VC cheat sheet of key terms you’ll need to know if you want to raise capital for your startup - convertible note, safe, equity, corporate governance, preferred stock, voting rights, board composition, redemption rights vesting schedules, exits, veto rights & more
Key terms you’ll need to know if you want to raise capital for your startup
A convertible note is a financial structure that VCs use to invest in a company. A convertible note is a loan whose outstanding value converts into equity for the VC at a later date.
Convertible notes are usually used during seed rounds, if at all, because they allow companies to delay valuation talks until a later fundraising round (usually Series A).
“The primary advantage of issuing convertible notes is that it does not force the issuer and investors to determine the value of the company when there really might not be much to base a valuation on–in some cases the company may just be an idea. That valuation will usually be determined during the Series A financing, when there are more data points off which to base a valuation.”
This is an acronym for “safe investment for future equity.” A safe is another type of financial instrument (along with convertible notes) that VCs use to invest in a young company. Like convertible notes, safes are usually only used during the seed round. A safe is a warrant to purchase stock in a future priced round (aka a round in which the company has been assigned a valuation). Software company inDinero offers more about the choice between convertible notes and safes on its blog.
In seed-round VC deals, equity most often refers to the amount of ownership each party (the founding team and VC) has in the company. Equity can be doled out in the form of “securities” like convertible notes and safes (described above) or straight-up stock.

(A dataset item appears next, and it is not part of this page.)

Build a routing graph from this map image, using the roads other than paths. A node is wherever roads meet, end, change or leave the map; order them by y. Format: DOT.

Preferred stock is a type of “security” that delivers VCs their “equity” (aka ownership) of a company. Preferred stock is a special type of stock that entitles the holder to receive a fixed amount of money after a company exit and to receive that money before the other “common” shareholders get theirs, thus the related term “preferential return.” VCs love to receive their securities in the form of preferred stock.

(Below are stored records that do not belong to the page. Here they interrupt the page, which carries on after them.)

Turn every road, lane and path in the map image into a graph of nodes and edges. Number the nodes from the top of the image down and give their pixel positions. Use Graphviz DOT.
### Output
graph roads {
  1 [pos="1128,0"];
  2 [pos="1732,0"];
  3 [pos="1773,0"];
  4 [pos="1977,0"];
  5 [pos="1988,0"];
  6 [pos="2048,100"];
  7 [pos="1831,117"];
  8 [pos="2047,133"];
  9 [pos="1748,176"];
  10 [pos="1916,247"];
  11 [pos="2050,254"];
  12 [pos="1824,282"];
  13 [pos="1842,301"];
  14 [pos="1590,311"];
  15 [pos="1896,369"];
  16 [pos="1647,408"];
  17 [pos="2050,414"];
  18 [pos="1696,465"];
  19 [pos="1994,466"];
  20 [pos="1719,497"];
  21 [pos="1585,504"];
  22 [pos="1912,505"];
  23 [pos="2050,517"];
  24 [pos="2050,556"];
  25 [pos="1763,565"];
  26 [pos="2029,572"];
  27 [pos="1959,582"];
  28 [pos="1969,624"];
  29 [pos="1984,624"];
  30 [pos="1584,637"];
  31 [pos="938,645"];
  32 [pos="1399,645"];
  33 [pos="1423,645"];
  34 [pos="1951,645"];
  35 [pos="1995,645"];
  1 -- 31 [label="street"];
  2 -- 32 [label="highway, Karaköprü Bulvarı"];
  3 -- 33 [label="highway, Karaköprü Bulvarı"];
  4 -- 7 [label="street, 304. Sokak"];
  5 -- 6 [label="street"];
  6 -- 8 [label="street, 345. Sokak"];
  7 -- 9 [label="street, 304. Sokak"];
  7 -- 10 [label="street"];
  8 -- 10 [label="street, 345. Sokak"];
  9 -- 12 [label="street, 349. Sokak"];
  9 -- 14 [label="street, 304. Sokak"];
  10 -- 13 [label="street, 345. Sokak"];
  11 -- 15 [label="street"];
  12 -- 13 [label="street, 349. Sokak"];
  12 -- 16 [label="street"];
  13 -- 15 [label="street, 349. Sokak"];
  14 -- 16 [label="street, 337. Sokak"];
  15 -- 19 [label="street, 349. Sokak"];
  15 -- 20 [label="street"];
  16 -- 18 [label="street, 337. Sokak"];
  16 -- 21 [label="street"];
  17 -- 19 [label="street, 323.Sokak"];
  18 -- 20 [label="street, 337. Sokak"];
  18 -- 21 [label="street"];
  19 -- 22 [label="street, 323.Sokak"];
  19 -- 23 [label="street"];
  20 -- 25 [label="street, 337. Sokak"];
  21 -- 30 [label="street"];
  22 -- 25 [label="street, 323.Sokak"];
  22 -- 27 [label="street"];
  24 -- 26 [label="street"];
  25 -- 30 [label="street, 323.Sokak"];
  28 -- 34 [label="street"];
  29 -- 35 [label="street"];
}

“Preferred stock combines features of debt, in that it pays fixed dividends, and equity, in that it has the potential to appreciate in price.”
This is the system of rules by which VCs and founders work together to run the company, ideally in a fair and transparent manner. The corporate governance section of a VC term sheet lays out how much access VCs have to company information, how much control each party has in decision-making, and how the board will be structured.

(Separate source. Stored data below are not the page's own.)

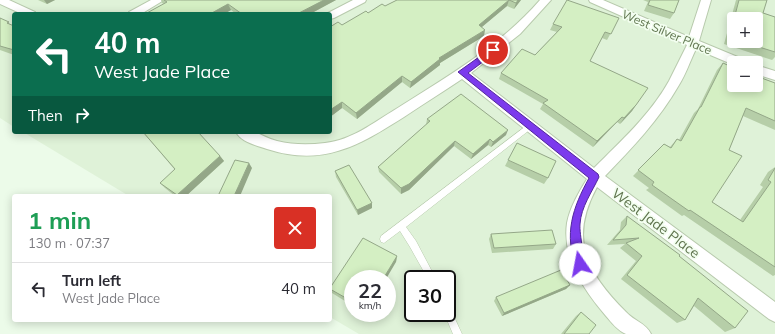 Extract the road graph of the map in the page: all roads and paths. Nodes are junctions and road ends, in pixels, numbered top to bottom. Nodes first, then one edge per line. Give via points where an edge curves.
1 (0, 0) edge
2 (159, 0) edge
3 (362, 0) edge
4 (546, 0) edge
5 (594, 0) edge
6 (706, 0) edge
7 (26, 12) edge
8 (137, 12) edge
9 (332, 15) edge
10 (692, 44) junction
11 (727, 58) edge
12 (462, 72) junction
13 (763, 72) edge
14 (775, 76) edge
15 (530, 126) junction
16 (246, 134) edge
17 (595, 177) junction
18 (401, 226) junction
19 (384, 240) dead end
20 (427, 270) edge
21 (775, 313) edge
22 (452, 322) edge
23 (458, 334) edge
24 (642, 334) edge

1 - 7 street
2 - 8 street
3 - 9 street
4 - 12 street via 521,28
5 - 10 street, West Silver Place
6 - 10 street
10 - 11 street, West Silver Place
10 - 17 street via 674,83 658,109
12 - 15 street, West Jade Place
12 - 16 street via 377,128 339,146 295,150 265,145
13 - 14 street
15 - 17 street, West Jade Place
15 - 18 lane
17 - 21 street, West Jade Place
17 - 24 street via 583,198 575,223 576,249 580,264 594,289 621,320
18 - 19 lane
18 - 20 lane
22 - 23 lane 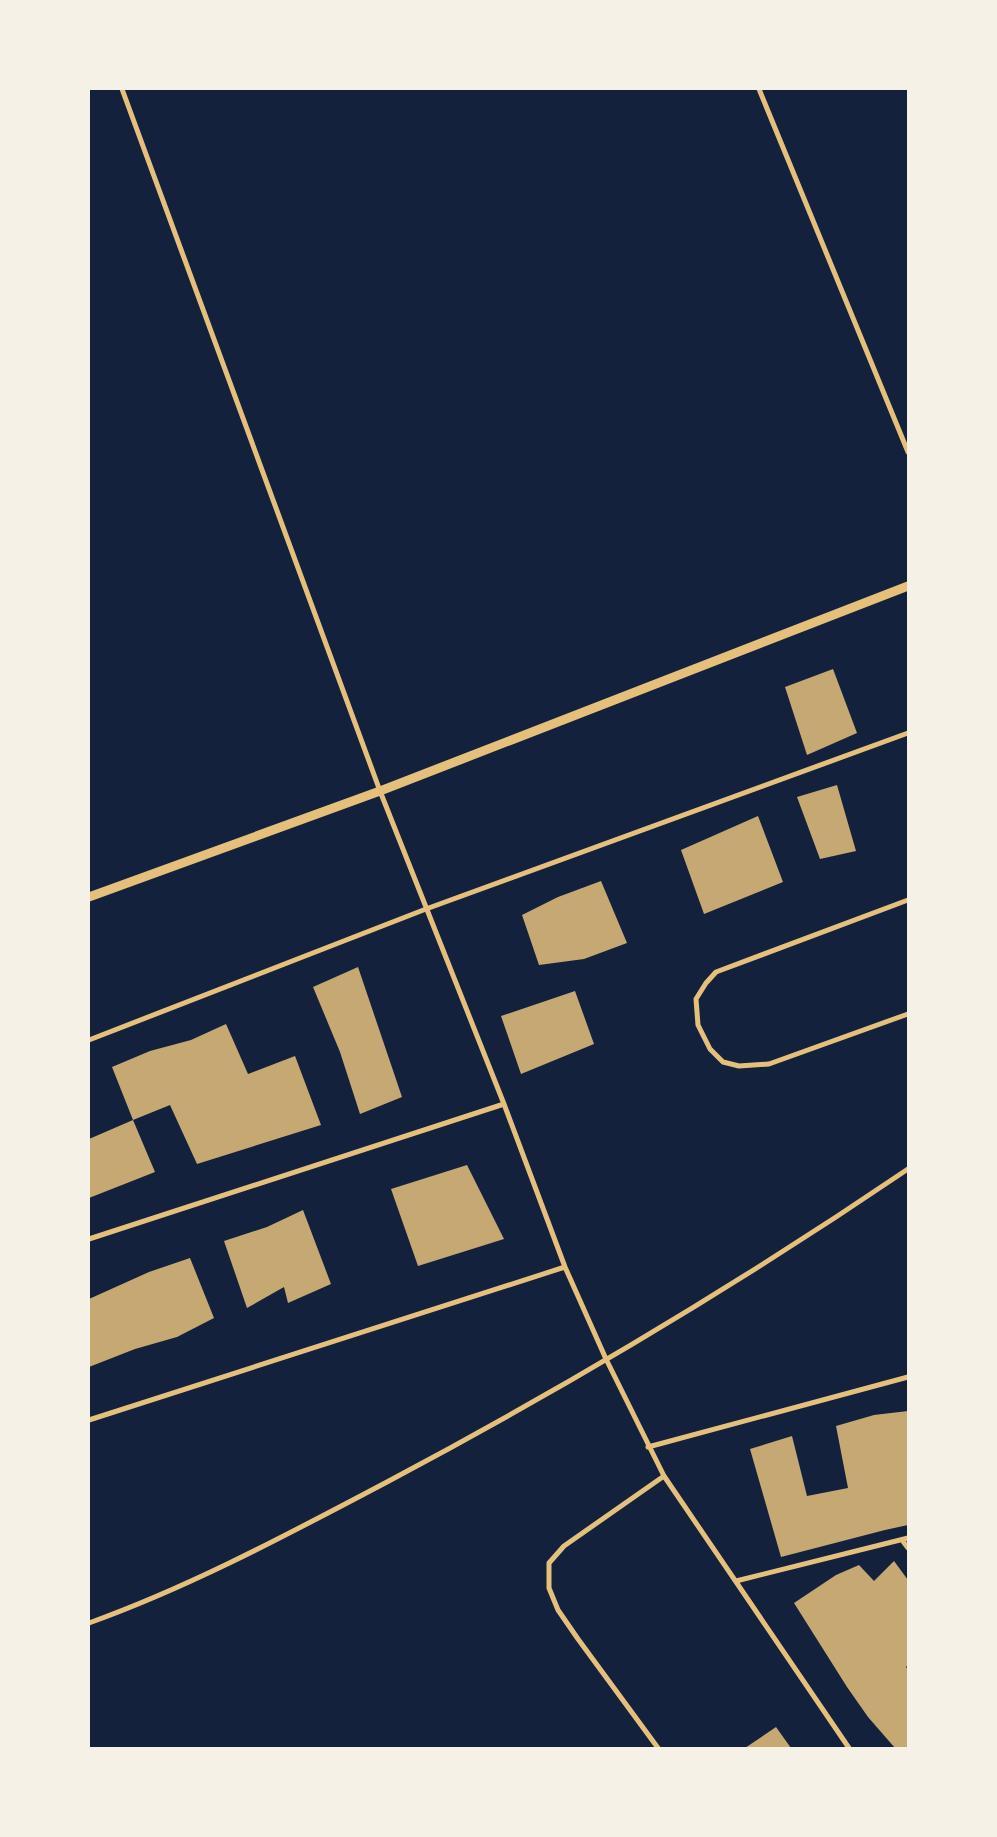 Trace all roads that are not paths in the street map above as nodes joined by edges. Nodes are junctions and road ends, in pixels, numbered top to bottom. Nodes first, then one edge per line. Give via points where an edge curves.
1 (122, 89) edge
2 (760, 89) edge
3 (908, 452) edge
4 (908, 586) edge
5 (908, 733) edge
6 (380, 791) junction
7 (89, 897) edge
8 (908, 900) edge
9 (426, 909) junction
10 (908, 1014) edge
11 (89, 1040) edge
12 (504, 1104) junction
13 (908, 1169) edge
14 (89, 1239) edge
15 (566, 1267) junction
16 (606, 1359) junction
17 (908, 1377) edge
18 (89, 1420) edge
19 (648, 1446) junction
20 (664, 1476) junction
21 (908, 1538) edge
22 (902, 1540) junction
23 (908, 1548) edge
24 (736, 1581) junction
25 (89, 1623) edge
26 (658, 1748) edge
27 (849, 1748) edge

1 - 6 street
2 - 3 street
4 - 6 street
5 - 9 street
6 - 7 street
6 - 9 street
8 - 10 street via 716,972 696,999 698,1025 710,1049 724,1062 738,1066 769,1064
9 - 11 street
9 - 12 street
12 - 14 street
12 - 15 street
13 - 16 street via 732,1284
15 - 16 street
15 - 18 street
16 - 19 street
16 - 25 street via 467,1439 314,1520 216,1570
17 - 19 street
19 - 20 street
20 - 24 street
20 - 26 street via 564,1546 549,1563 549,1588 558,1610
21 - 22 street
22 - 23 street
22 - 24 street
24 - 27 street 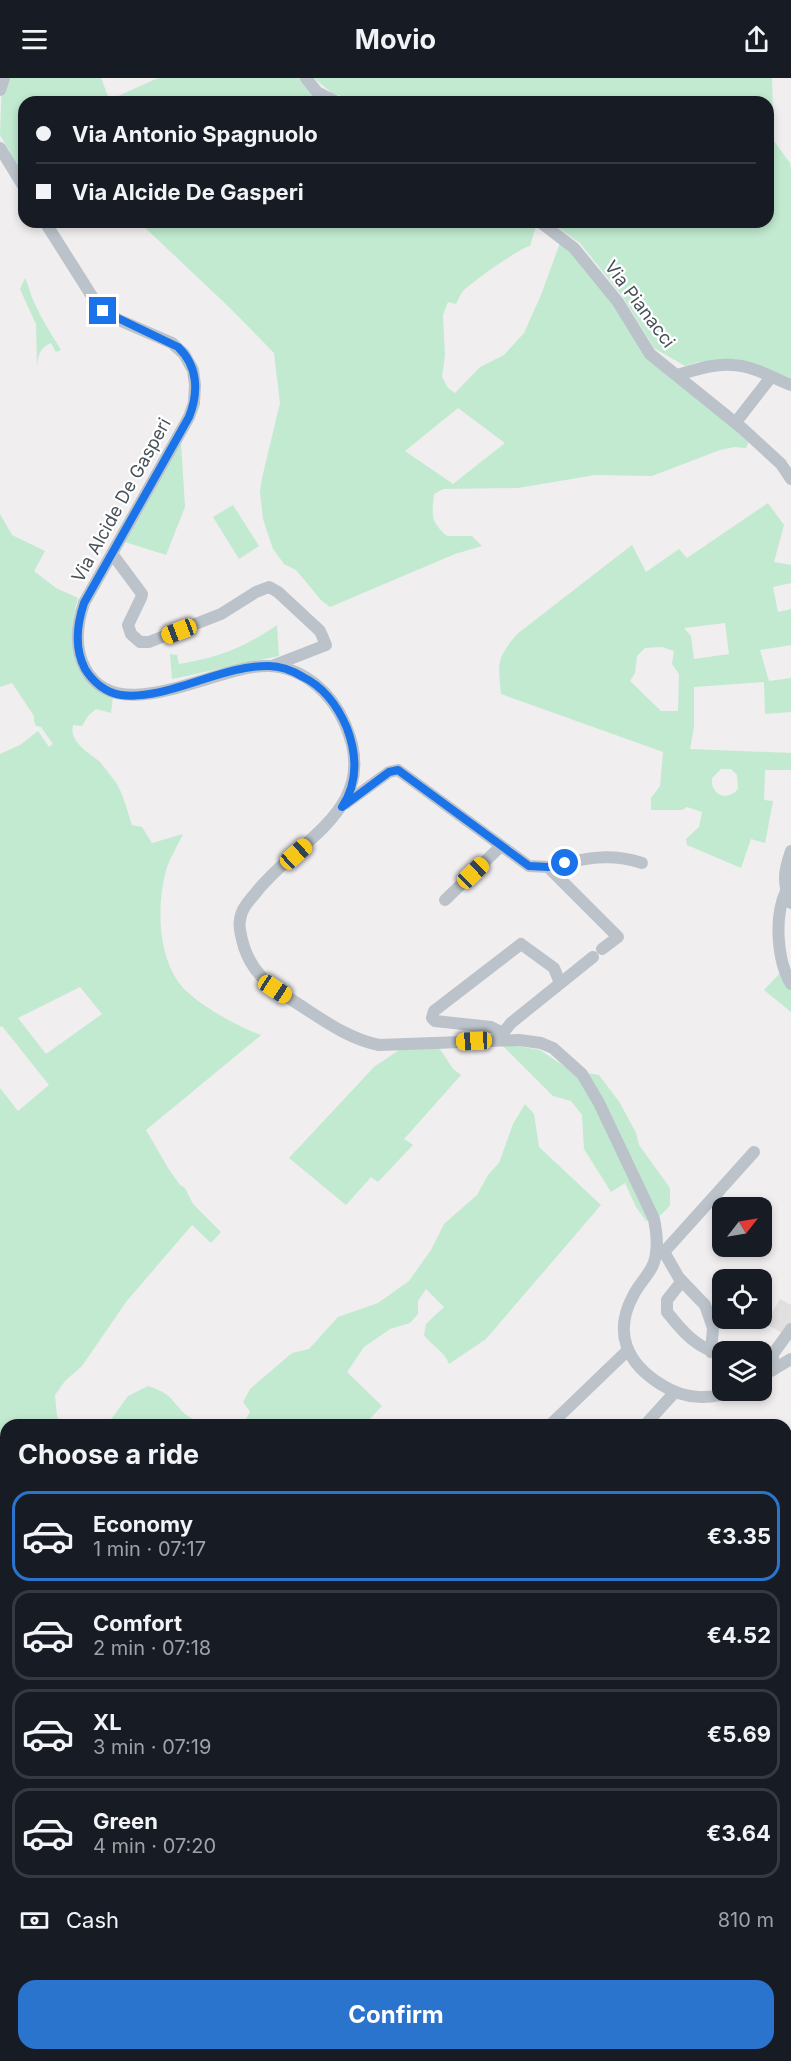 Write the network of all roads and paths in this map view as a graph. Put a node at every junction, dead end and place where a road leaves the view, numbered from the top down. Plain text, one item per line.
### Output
1 (4, 78) edge
2 (306, 78) edge
3 (0, 90) edge
4 (325, 96) edge
5 (0, 148) edge
6 (18, 177) edge
7 (49, 228) edge
8 (548, 228) edge
9 (677, 375) junction
10 (771, 377) junction
11 (791, 385) edge
12 (735, 422) junction
13 (791, 479) edge
14 (113, 555) junction
15 (271, 666) junction
16 (342, 807) junction
17 (501, 846) junction
18 (791, 851) edge
19 (642, 863) dead end
20 (548, 867) junction
21 (786, 891) junction
22 (445, 900) dead end
23 (791, 903) edge
24 (560, 983) junction
25 (791, 984) edge
26 (500, 1036) junction
27 (754, 1152) dead end
28 (660, 1252) junction
29 (682, 1281) junction
30 (791, 1329) edge
31 (715, 1341) edge
32 (628, 1350) junction
33 (772, 1350) edge
34 (712, 1351) edge
35 (791, 1359) edge
36 (772, 1371) edge
37 (675, 1392) junction
38 (712, 1397) edge
39 (556, 1419) edge
40 (650, 1419) edge

1 - 3 street
2 - 4 street
5 - 6 street
7 - 14 street, Via Alcide De Gasperi
8 - 9 street, Via Pianacci
9 - 10 street
9 - 12 street, Via Pianacci
10 - 11 street
10 - 12 street
12 - 13 street, Via Pianacci
14 - 15 street, Via Alcide De Gasperi
14 - 15 street
15 - 16 street, Via Alcide De Gasperi
16 - 17 street
16 - 26 street, Via Alcide De Gasperi
17 - 20 street
17 - 22 street
18 - 21 street
19 - 20 street
20 - 24 street
21 - 23 street
21 - 25 street
24 - 26 street
24 - 26 street
26 - 28 street, Via Alcide De Gasperi
27 - 28 street, Via Alcide De Gasperi
28 - 29 street
28 - 32 street, Via Alcide De Gasperi
29 - 31 street
29 - 34 street
30 - 33 street
32 - 37 street, Via Alcide De Gasperi
32 - 39 street
35 - 36 street
37 - 38 street, Via Alcide De Gasperi
37 - 40 street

Voting rights are assigned to both the startup team and its other shareholders (i.e. the VC). These rights allow each party to vote on matters of company affairs.
When negotiating a term sheet, “voting rights” usually refers to the question of whether preferred shareholders (i.e. VCs) will be able to vote alongside common shareholders (i.e. founders). In early-stage companies, VCs often don’t actually have their stock yet–it’s promised in the form of convertible notes or safes–but they want to vote on company matters alongside the founders.
This refers to the balance of “founder-friendly” and “VC-friendly” individuals on your company’s board. Your first term sheet is likely to allocate at least one board seat to someone from the VC firm.
According to VentureBeat:
“After your initial seed round, you’ll usually have to allocate a board seat to the firm or person who led that seed round. To ensure that the founding team still remains in control of the board, a fairly typical setup at this stage would be for the common stockholders (i.e. the founders) to retain two board seats and your new investor to have one seat.”
Redemption rights require the company to buy back its stock at a specific time or when certain conditions are met. Redemption rights give investors an additional level of security by allowing them to potentially recoup their investment. (They’re rarely exercised.)
As a founder, your exit strategy is your plan to sell your ownership in your company (and hopefully make a lot of money in the process). This could include “going public” (via an IPO) or being acquired. The liquidation and exit section of a term sheet details what will happen financially–to both you and the VC–if and when an exit occurs.
These allow employees of a company (in this case, founders) to buy a certain amount of shares in the company for a set price at a specific time. VCs often work ESOPs into term sheets to make founders happier, as these shares come at a favorable price.
VCs often use the term sheet to set vesting schedules that ensure founders won’t just “take the money and run.” Usually, vesting schedules ensure that founders don’t receive the full value of their stock until at least four years into the company’s future, incentivizing them to stick around.
VCs often don’t own the majority of a company they invest in. Therefore, most insist on having veto rights when voting on certain company matters. These matters usually include hiring and firing as well as strategic and financial planning, according to Black Dog Venture Partners.
A non-compete agreement will make you (the founder) promise not to leave your own company for a competitor for a set length of time. This protects the VC, who gets peace of mind knowing your talent will stay with the company.
The VC will likely also want rights to your intellectual property–i.e. the inventions and designs that make your company tick–so you can’t take it elsewhere.
A “cap table” is a spreadsheet showing who owns which securities (stock, options, etc.) related to your company. When raising VC, founders use cap tables to “play out different scenarios,” or model how different valuations or round sizes will affect their potential payout.